Amidst the excitement of Liam Sheedy’s return as Tipperary hurling manager last September, there was a growing belief around the Premier County that the good times would return.
However, it led to many a debate throughout the winter months about whether the Portroe man would keep faith with the older guard, or back the young talent bursting through in the county.
As the opening rounds of the National League unfolded, it became clear he felt the senior cohort still had much more to offer.
And that is how it has transpired. Padraic Maher, Noel McGrath, Seamus Callanan and Brendan Maher have all been central as they chase a third Liam MacCarthy Cup success of the decade, nine years after Sheedy guided them to their first crown.
Nonetheless, that’s not to say that Sheedy has disregarded the next generation, many of whom won an All-Ireland U21 title last summer. Indeed, in the semi-final win over Wexford three weeks ago, Sheedy turned to Ger Browne, Willie Connors, Jake Morris and Mark Kehoe to steer the Premier home, and each of them scored a point apiece.
Sheedy’s belief in the younger crop has fostered a positive environment in the camp, and three of this year’s U20 side are currently preparing for two All-Ireland finals in as many weeks.
Morris, Paddy Cadell and Jerome Cahill are the trio involved in both Sheedy and Liam Cahill’s squads, and it’s an exciting time to be a young Tipperary hurler. Indeed, as both teams have worked their way through their respective championships, one is feeding off the other’s momentum.
“I think Liam Sheedy used the [U20 Munster final] win as a bit of a catalyst for the performance against Wexford,” explained Paddy Cadell.
“Sheedy is big on, ‘if you’re a Tipperary hurling fan, you’re a Tipperary hurling fan’.
“We’re quite a close-knit group, the senior team. Even coming on as a young lad, them [older] lads have been great for me, they’ve been giving tips here and there and even watching them alone has been hugely enjoyable, to see how they go about their business. They’re playing so well over the last number of years so it’s great to learn off them.”

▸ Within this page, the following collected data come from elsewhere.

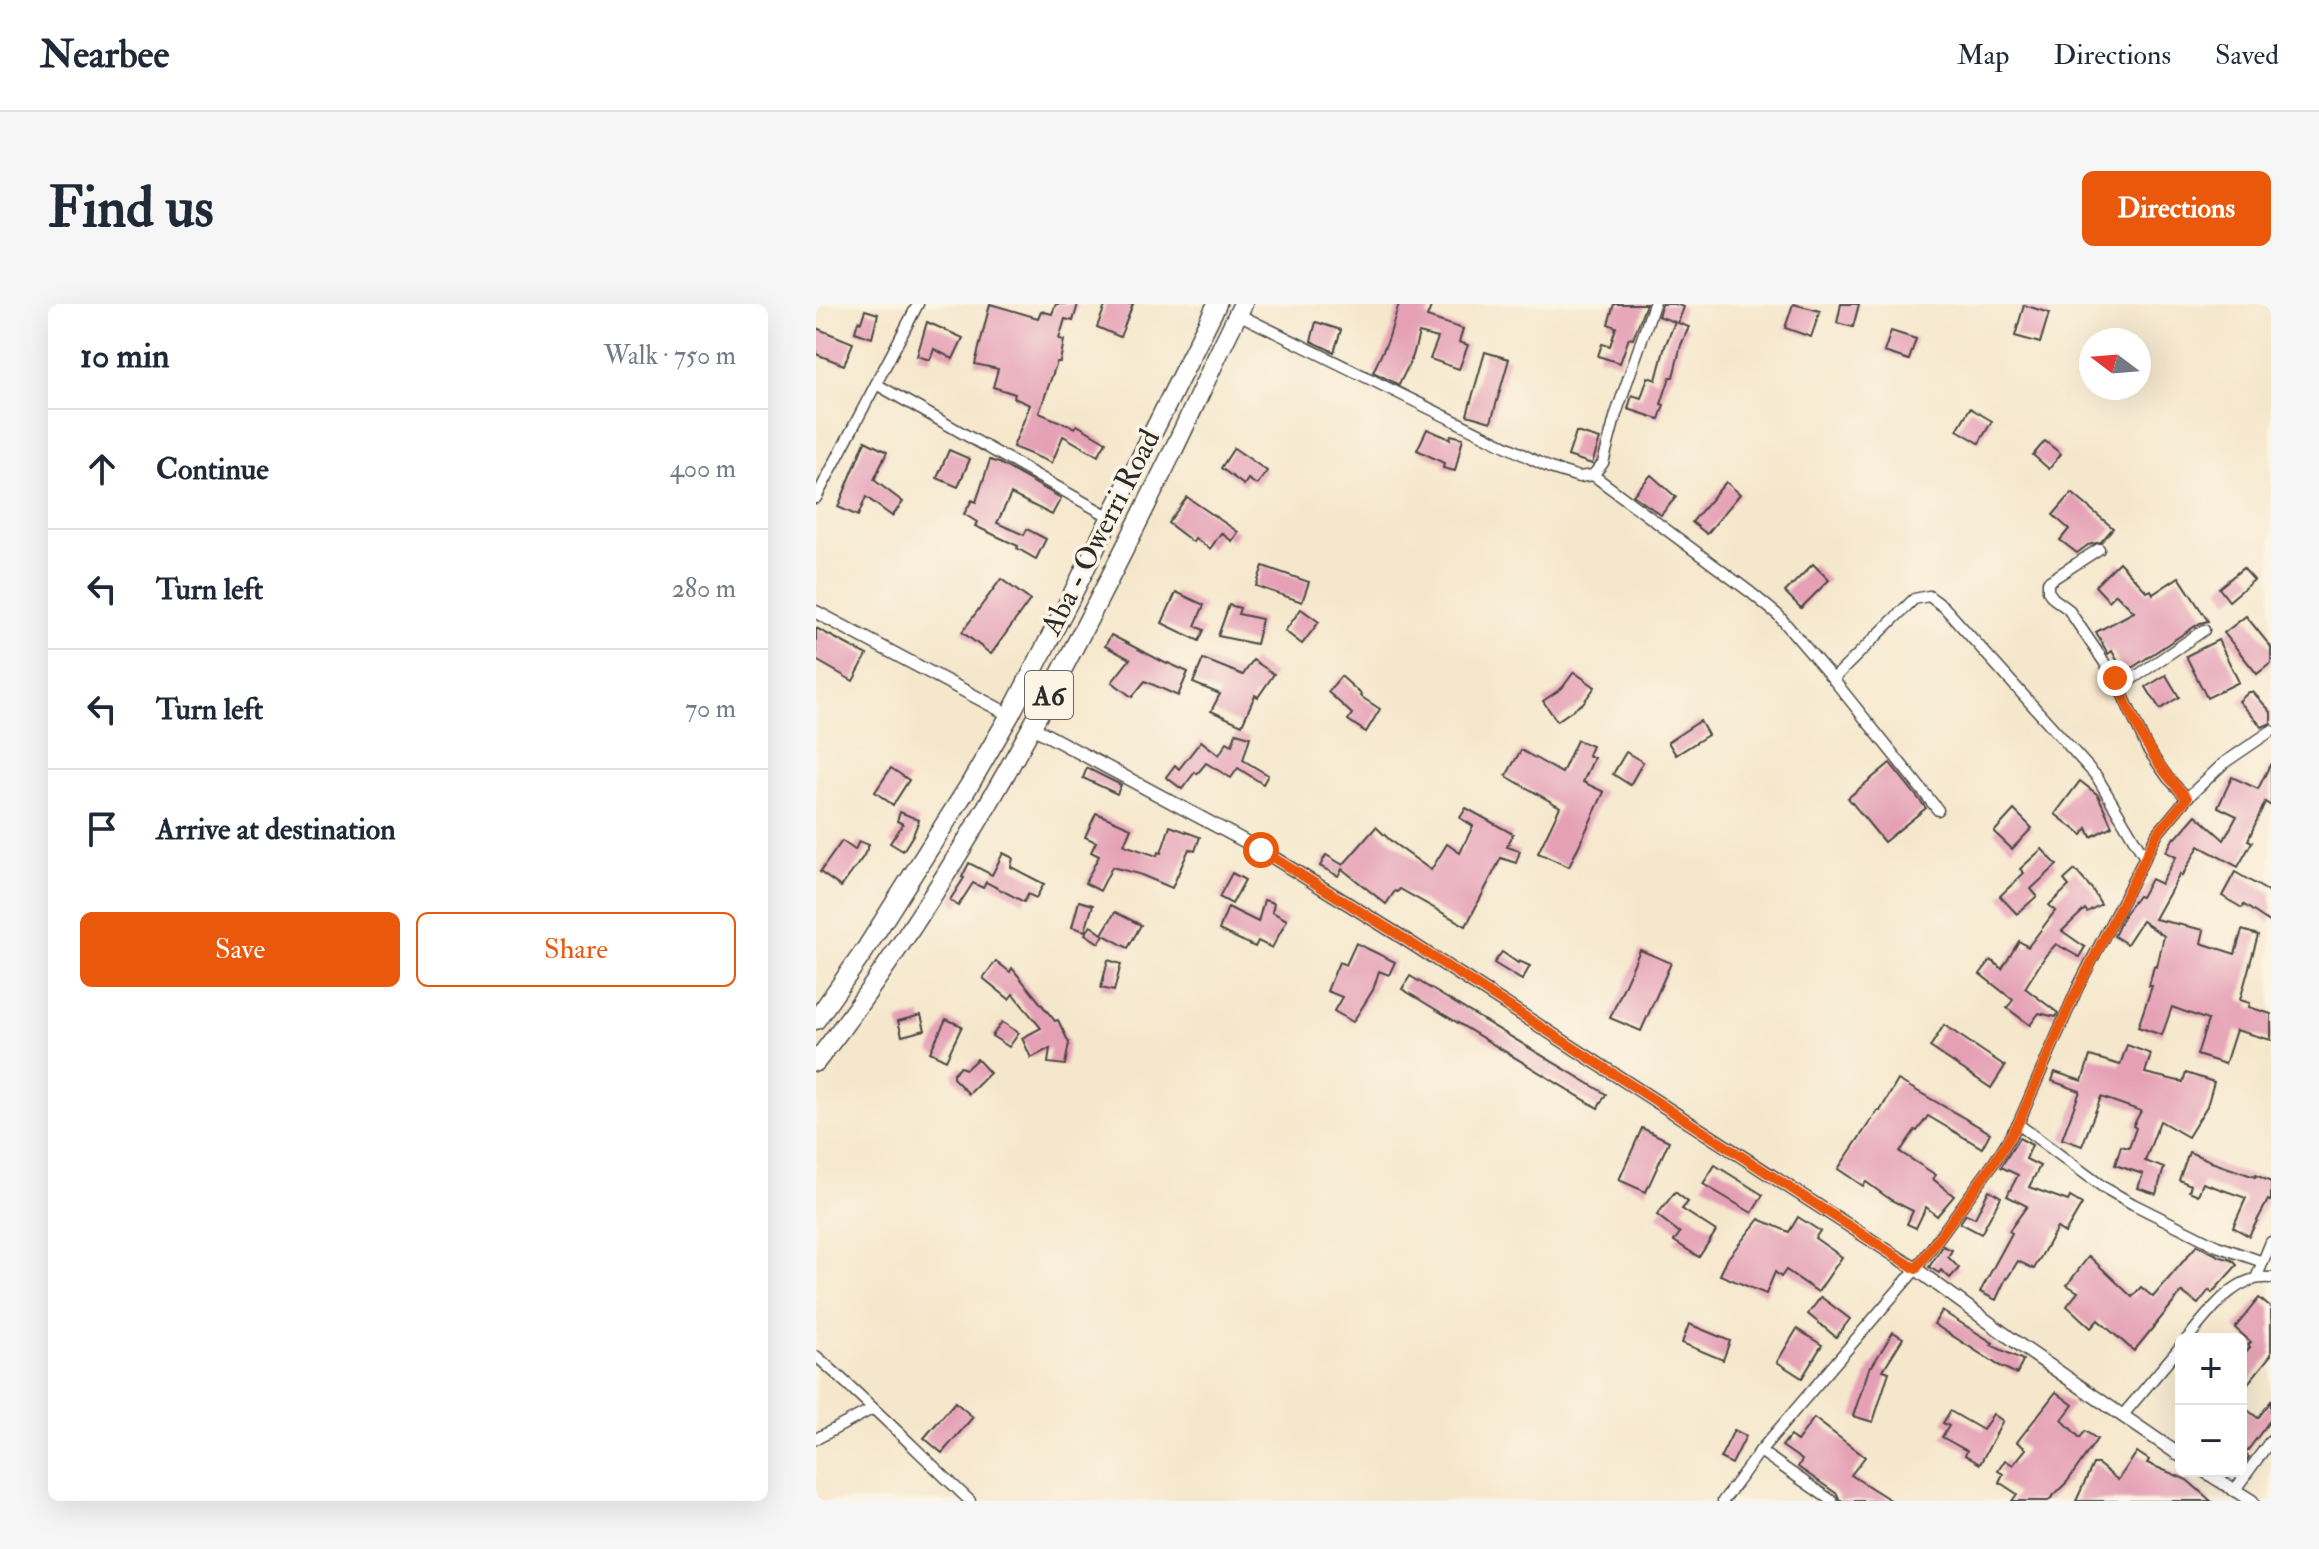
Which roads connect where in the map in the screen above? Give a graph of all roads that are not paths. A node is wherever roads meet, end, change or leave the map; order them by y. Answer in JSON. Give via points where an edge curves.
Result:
{"nodes":[{"id":1,"x":918,"y":304,"type":"edge"},
{"id":2,"x":1217,"y":304,"type":"edge"},
{"id":3,"x":1654,"y":304,"type":"edge"},
{"id":4,"x":1240,"y":309,"type":"edge"},
{"id":5,"x":876,"y":384,"type":"junction"},
{"id":6,"x":1147,"y":444,"type":"junction"},
{"id":7,"x":1170,"y":457,"type":"junction"},
{"id":8,"x":1593,"y":475,"type":"junction"},
{"id":9,"x":816,"y":498,"type":"edge"},
{"id":10,"x":1110,"y":517,"type":"junction"},
{"id":11,"x":2099,"y":549,"type":"dead end"},
{"id":12,"x":816,"y":612,"type":"edge"},
{"id":13,"x":2204,"y":630,"type":"dead end"},
{"id":14,"x":1833,"y":679,"type":"junction"},
{"id":15,"x":2119,"y":688,"type":"junction"},
{"id":16,"x":1010,"y":715,"type":"junction"},
{"id":17,"x":1032,"y":727,"type":"junction"},
{"id":18,"x":2271,"y":731,"type":"edge"},
{"id":19,"x":2187,"y":798,"type":"junction"},
{"id":20,"x":1938,"y":810,"type":"dead end"},
{"id":21,"x":2145,"y":858,"type":"junction"},
{"id":22,"x":816,"y":1020,"type":"edge"},
{"id":23,"x":816,"y":1062,"type":"edge"},
{"id":24,"x":2018,"y":1124,"type":"junction"},
{"id":25,"x":2271,"y":1242,"type":"edge"},
{"id":26,"x":2263,"y":1262,"type":"junction"},
{"id":27,"x":1916,"y":1269,"type":"junction"},
{"id":28,"x":2257,"y":1276,"type":"junction"},
{"id":29,"x":2271,"y":1278,"type":"edge"},
{"id":30,"x":2192,"y":1333,"type":"edge"},
{"id":31,"x":2175,"y":1353,"type":"edge"},
{"id":32,"x":816,"y":1356,"type":"edge"},
{"id":33,"x":872,"y":1409,"type":"junction"},
{"id":34,"x":2122,"y":1416,"type":"junction"},
{"id":35,"x":816,"y":1439,"type":"edge"},
{"id":36,"x":2271,"y":1440,"type":"edge"},
{"id":37,"x":1760,"y":1451,"type":"junction"},
{"id":38,"x":2175,"y":1452,"type":"edge"},
{"id":39,"x":2213,"y":1477,"type":"edge"},
{"id":40,"x":2234,"y":1491,"type":"junction"},
{"id":41,"x":970,"y":1501,"type":"edge"},
{"id":42,"x":1723,"y":1501,"type":"edge"},
{"id":43,"x":1832,"y":1501,"type":"edge"},
{"id":44,"x":2252,"y":1501,"type":"edge"}],
"edges":[{"from":1,"to":5,"type":"street"},
{"from":2,"to":6,"type":"highway","name":"Aba - Owerri Road","number":"A6"},
{"from":3,"to":8,"type":"street","via":[[1603,463]]},
{"from":4,"to":7,"type":"highway","name":"Aba - Owerri Road","number":"A6"},
{"from":4,"to":8,"type":"street","via":[[1550,468],[1579,477]]},
{"from":5,"to":9,"type":"street"},
{"from":5,"to":10,"type":"street"},
{"from":6,"to":7,"type":"highway"},
{"from":6,"to":10,"type":"highway","name":"Aba - Owerri Road","number":"A6"},
{"from":7,"to":17,"type":"highway","name":"Aba - Owerri Road","number":"A6"},
{"from":8,"to":14,"type":"street","via":[[1778,615]]},
{"from":10,"to":16,"type":"highway","name":"Aba - Owerri Road","number":"A6"},
{"from":11,"to":15,"type":"street","via":[[2048,582],[2048,591],[2068,609]]},
{"from":12,"to":16,"type":"street"},
{"from":13,"to":15,"type":"street"},
{"from":14,"to":20,"type":"street"},
{"from":14,"to":21,"type":"street","via":[[1914,599],[1929,596],[2097,777]]},
{"from":15,"to":19,"type":"street","via":[[2147,748]]},
{"from":16,"to":22,"type":"highway","name":"Aba - Owerri Road","number":"A6"},
{"from":17,"to":23,"type":"highway","name":"Aba - Owerri Road","number":"A6","via":[[942,882]]},
{"from":17,"to":27,"type":"street","via":[[1302,875]]},
{"from":18,"to":19,"type":"street","via":[[2224,763]]},
{"from":19,"to":21,"type":"street"},
{"from":21,"to":24,"type":"street","via":[[2072,1000]]},
{"from":24,"to":26,"type":"street","via":[[2133,1204],[2217,1246]]},
{"from":24,"to":27,"type":"street"},
{"from":25,"to":26,"type":"street"},
{"from":26,"to":28,"type":"street"},
{"from":27,"to":34,"type":"street"},
{"from":27,"to":37,"type":"street"},
{"from":28,"to":29,"type":"street"},
{"from":28,"to":30,"type":"street","via":[[2239,1284]]},
{"from":31,"to":34,"type":"street"},
{"from":32,"to":33,"type":"street"},
{"from":33,"to":35,"type":"street"},
{"from":33,"to":41,"type":"street"},
{"from":34,"to":38,"type":"street"},
{"from":36,"to":40,"type":"street"},
{"from":37,"to":42,"type":"street"},
{"from":37,"to":43,"type":"street"},
{"from":39,"to":40,"type":"street"},
{"from":40,"to":44,"type":"street"}]}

JK Brackens club man Cadell grew up watching the Mahers, Callanan, and Co strut their stuff in Croke Park, and it’s surreal for him to be now rubbing shoulders with them.
“It is a ‘pinch me’ moment,” he explained.
“You’re looking at these lads all your life from the All-Irelands in ’09, ’10, ’11 and you’re saying that’s where you want to be involved in a Tipperary set-up. It is a bit of a ‘pinch me’ moment but you want to try and be successful and improve as much as you can while these lads are there, so you have to keep your head screwed on and work as hard as you can for the chance that you get.
“We’ve a young group of players that came from the U21s and we’ve always been given the chance to back ourselves and it’s a great experience.”
Such sentiments were echoed by Jerome Cahill, and he knows reputation counts for little when it comes to squad selection.
“Everyone in our panel deserves a chance,” he noted.
“Everyone has been training there since November. If you’re showing the right attitude in training, you’re going to get that chance.
“It was nice to get a few minutes in the Munster final against Limerick, and it was another stepping stone. So I’m just delighted that Liam has put faith in me so far. If I’m asked to do a job again, I’ll be ready to do it.”
While Cahill wasn’t called upon for the semi-final win over the Yellowbellies, he took encouragement from the showings of others who are also quickly making a name for themselves.
“When it was needed, the boys did make the impact,” he said. Willie Connors, Mark Kehoe, Ger Browne, Alan Flynn and Jake of course who’s on the back of an unreal moment against Cork. The subs play such an important part in any game these days. They were massive in getting us over the line that day [against Wexford].”
While Tipperary are gunning for a remarkable U20-senior double, there’s nonetheless one eye on future-proofing.
“There’s always one eye on the future,” noted Cahill. “Even with our 21s last year, we had guys on the extended panel who are playing a big role for our 20s this year. So I think that’s just the way it works in counties like Tipperary and Kilkenny. You always have to have something in the pipeline for what’s down the line.”
Win or lose on Sunday afternoon in Croke Park, Tipperary hurling is still very much on an upward curve.